[Stored data]
────────────────────

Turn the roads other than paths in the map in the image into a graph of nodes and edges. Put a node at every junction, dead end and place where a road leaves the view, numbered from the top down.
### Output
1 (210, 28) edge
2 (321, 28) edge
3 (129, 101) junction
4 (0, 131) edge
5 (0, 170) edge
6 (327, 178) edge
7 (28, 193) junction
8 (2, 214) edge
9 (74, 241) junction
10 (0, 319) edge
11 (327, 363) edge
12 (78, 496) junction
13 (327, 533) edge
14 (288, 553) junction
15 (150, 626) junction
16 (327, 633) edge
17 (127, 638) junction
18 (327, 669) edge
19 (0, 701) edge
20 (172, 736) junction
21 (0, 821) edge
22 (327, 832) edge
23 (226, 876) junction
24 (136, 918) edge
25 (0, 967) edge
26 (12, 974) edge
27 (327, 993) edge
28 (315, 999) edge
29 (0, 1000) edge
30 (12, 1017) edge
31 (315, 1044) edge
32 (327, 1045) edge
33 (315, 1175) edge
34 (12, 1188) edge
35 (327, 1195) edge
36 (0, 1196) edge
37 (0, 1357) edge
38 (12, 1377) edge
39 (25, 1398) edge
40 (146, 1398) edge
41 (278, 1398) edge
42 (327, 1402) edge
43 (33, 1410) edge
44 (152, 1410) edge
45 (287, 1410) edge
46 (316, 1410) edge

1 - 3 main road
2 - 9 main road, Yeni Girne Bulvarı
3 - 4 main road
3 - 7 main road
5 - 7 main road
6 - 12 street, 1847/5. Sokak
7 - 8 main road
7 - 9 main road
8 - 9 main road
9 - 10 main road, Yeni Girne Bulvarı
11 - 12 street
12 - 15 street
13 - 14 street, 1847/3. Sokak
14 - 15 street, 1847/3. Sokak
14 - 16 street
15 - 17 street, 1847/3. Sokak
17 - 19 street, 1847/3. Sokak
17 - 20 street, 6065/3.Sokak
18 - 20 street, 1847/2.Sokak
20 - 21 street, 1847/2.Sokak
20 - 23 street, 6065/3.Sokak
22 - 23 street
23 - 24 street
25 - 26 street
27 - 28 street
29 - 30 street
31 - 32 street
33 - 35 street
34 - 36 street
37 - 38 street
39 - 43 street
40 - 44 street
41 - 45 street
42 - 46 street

────────────────────

• Aim of the task: All of the records above are to be returned exactly as they stand.

• Output for this exercise:
Turn the roads other than paths in the map in the image into a graph of nodes and edges. Put a node at every junction, dead end and place where a road leaves the view, numbered from the top down.
### Output
1 (210, 28) edge
2 (321, 28) edge
3 (129, 101) junction
4 (0, 131) edge
5 (0, 170) edge
6 (327, 178) edge
7 (28, 193) junction
8 (2, 214) edge
9 (74, 241) junction
10 (0, 319) edge
11 (327, 363) edge
12 (78, 496) junction
13 (327, 533) edge
14 (288, 553) junction
15 (150, 626) junction
16 (327, 633) edge
17 (127, 638) junction
18 (327, 669) edge
19 (0, 701) edge
20 (172, 736) junction
21 (0, 821) edge
22 (327, 832) edge
23 (226, 876) junction
24 (136, 918) edge
25 (0, 967) edge
26 (12, 974) edge
27 (327, 993) edge
28 (315, 999) edge
29 (0, 1000) edge
30 (12, 1017) edge
31 (315, 1044) edge
32 (327, 1045) edge
33 (315, 1175) edge
34 (12, 1188) edge
35 (327, 1195) edge
36 (0, 1196) edge
37 (0, 1357) edge
38 (12, 1377) edge
39 (25, 1398) edge
40 (146, 1398) edge
41 (278, 1398) edge
42 (327, 1402) edge
43 (33, 1410) edge
44 (152, 1410) edge
45 (287, 1410) edge
46 (316, 1410) edge

1 - 3 main road
2 - 9 main road, Yeni Girne Bulvarı
3 - 4 main road
3 - 7 main road
5 - 7 main road
6 - 12 street, 1847/5. Sokak
7 - 8 main road
7 - 9 main road
8 - 9 main road
9 - 10 main road, Yeni Girne Bulvarı
11 - 12 street
12 - 15 street
13 - 14 street, 1847/3. Sokak
14 - 15 street, 1847/3. Sokak
14 - 16 street
15 - 17 street, 1847/3. Sokak
17 - 19 street, 1847/3. Sokak
17 - 20 street, 6065/3.Sokak
18 - 20 street, 1847/2.Sokak
20 - 21 street, 1847/2.Sokak
20 - 23 street, 6065/3.Sokak
22 - 23 street
23 - 24 street
25 - 26 street
27 - 28 street
29 - 30 street
31 - 32 street
33 - 35 street
34 - 36 street
37 - 38 street
39 - 43 street
40 - 44 street
41 - 45 street
42 - 46 street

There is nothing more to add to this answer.